**About this task**
Go through the records and copy each line where the string "dead" occurs.

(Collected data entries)
——————

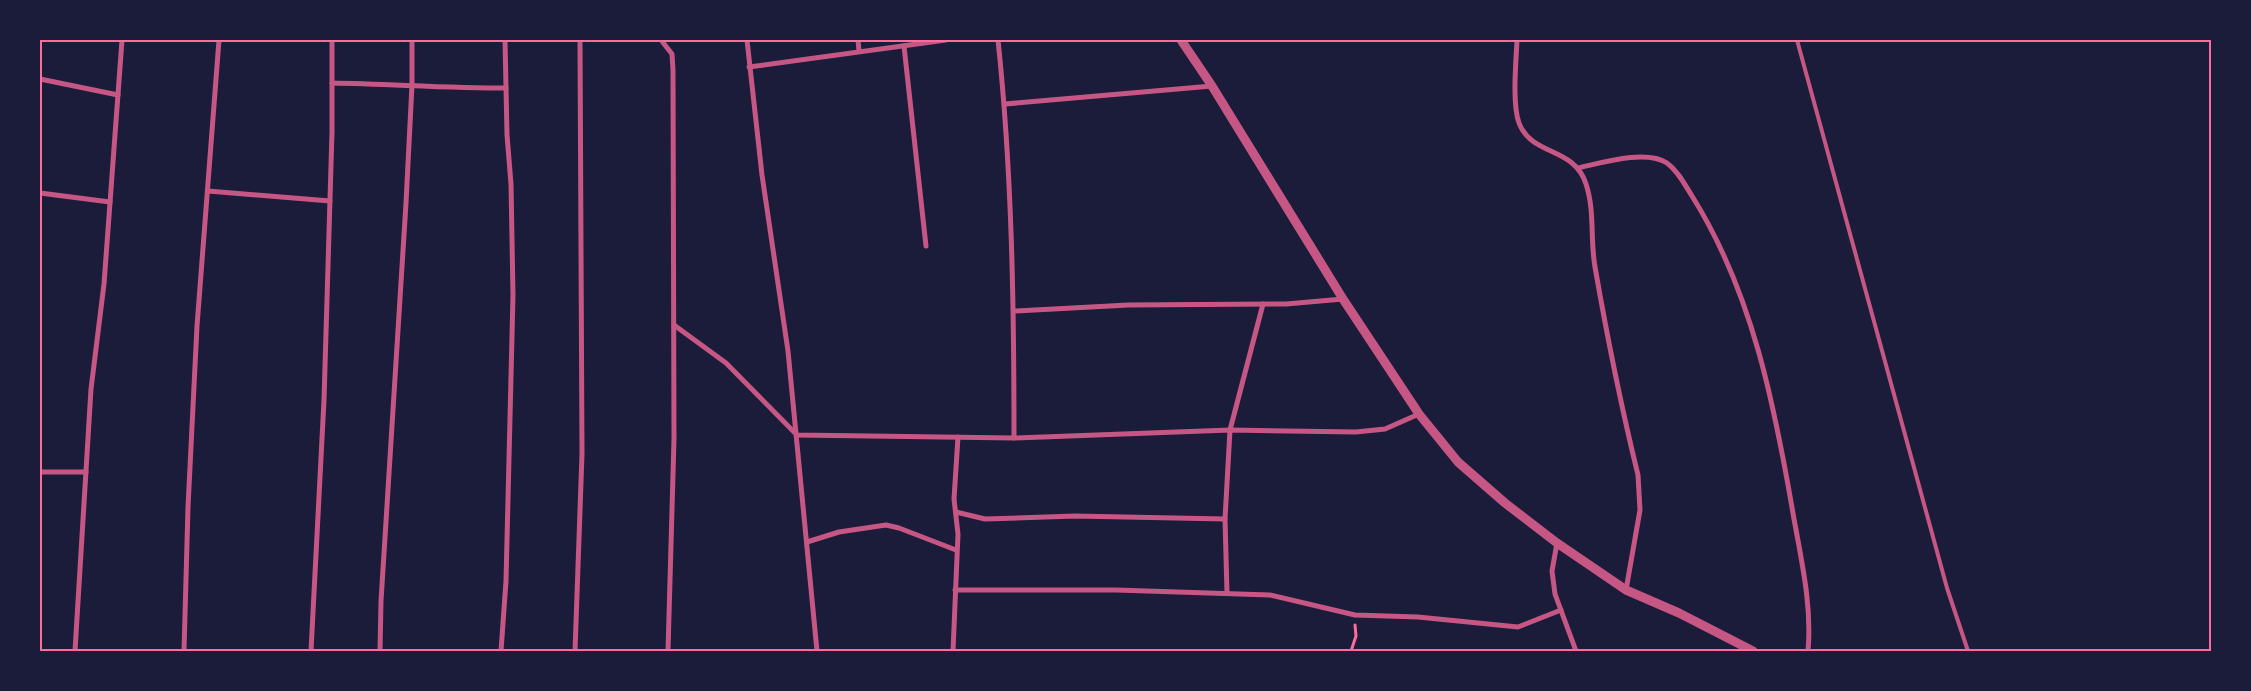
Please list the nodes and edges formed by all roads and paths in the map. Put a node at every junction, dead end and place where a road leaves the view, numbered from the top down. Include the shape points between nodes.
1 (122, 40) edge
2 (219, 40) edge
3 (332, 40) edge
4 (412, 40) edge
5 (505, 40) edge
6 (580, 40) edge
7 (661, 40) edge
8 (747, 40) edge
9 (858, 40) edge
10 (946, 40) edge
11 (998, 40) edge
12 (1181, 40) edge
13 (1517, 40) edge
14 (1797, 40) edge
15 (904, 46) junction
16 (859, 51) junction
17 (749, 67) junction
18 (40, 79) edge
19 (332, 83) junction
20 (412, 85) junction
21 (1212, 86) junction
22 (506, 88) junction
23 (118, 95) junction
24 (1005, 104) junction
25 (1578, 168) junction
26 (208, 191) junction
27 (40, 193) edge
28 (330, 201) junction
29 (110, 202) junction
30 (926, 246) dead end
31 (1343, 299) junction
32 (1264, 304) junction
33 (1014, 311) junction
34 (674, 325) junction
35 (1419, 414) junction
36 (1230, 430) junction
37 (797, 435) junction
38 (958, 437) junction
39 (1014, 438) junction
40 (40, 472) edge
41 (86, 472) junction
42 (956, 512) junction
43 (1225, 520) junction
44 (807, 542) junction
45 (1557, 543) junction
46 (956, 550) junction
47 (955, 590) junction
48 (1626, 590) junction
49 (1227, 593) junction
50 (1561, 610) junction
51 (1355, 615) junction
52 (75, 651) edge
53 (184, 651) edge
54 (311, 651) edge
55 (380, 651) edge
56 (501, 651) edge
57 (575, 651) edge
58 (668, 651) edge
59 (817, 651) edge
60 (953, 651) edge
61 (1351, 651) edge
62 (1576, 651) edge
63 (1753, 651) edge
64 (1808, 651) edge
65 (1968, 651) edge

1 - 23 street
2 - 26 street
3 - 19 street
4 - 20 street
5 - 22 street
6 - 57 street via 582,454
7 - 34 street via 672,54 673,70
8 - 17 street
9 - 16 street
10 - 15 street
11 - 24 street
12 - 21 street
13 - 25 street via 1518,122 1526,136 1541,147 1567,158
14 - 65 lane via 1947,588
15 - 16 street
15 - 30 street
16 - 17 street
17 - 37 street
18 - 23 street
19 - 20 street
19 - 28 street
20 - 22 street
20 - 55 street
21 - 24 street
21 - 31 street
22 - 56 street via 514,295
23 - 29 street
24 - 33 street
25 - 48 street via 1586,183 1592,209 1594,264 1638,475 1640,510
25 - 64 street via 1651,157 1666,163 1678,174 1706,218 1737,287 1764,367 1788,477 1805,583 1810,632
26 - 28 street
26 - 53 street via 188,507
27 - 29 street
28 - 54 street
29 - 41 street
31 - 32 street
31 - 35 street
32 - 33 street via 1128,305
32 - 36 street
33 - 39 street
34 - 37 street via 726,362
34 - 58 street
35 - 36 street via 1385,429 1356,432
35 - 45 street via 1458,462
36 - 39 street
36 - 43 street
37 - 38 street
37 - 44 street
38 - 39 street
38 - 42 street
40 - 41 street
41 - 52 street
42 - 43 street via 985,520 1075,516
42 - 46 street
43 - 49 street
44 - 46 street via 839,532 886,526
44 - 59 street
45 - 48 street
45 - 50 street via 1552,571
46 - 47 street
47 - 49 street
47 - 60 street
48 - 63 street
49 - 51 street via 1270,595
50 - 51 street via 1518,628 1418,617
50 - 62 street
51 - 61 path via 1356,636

——————

**Answer section**
Please list the nodes and edges formed by all roads and paths in the map. Put a node at every junction, dead end and place where a road leaves the view, numbered from the top down. Include the shape points between nodes.
30 (926, 246) dead end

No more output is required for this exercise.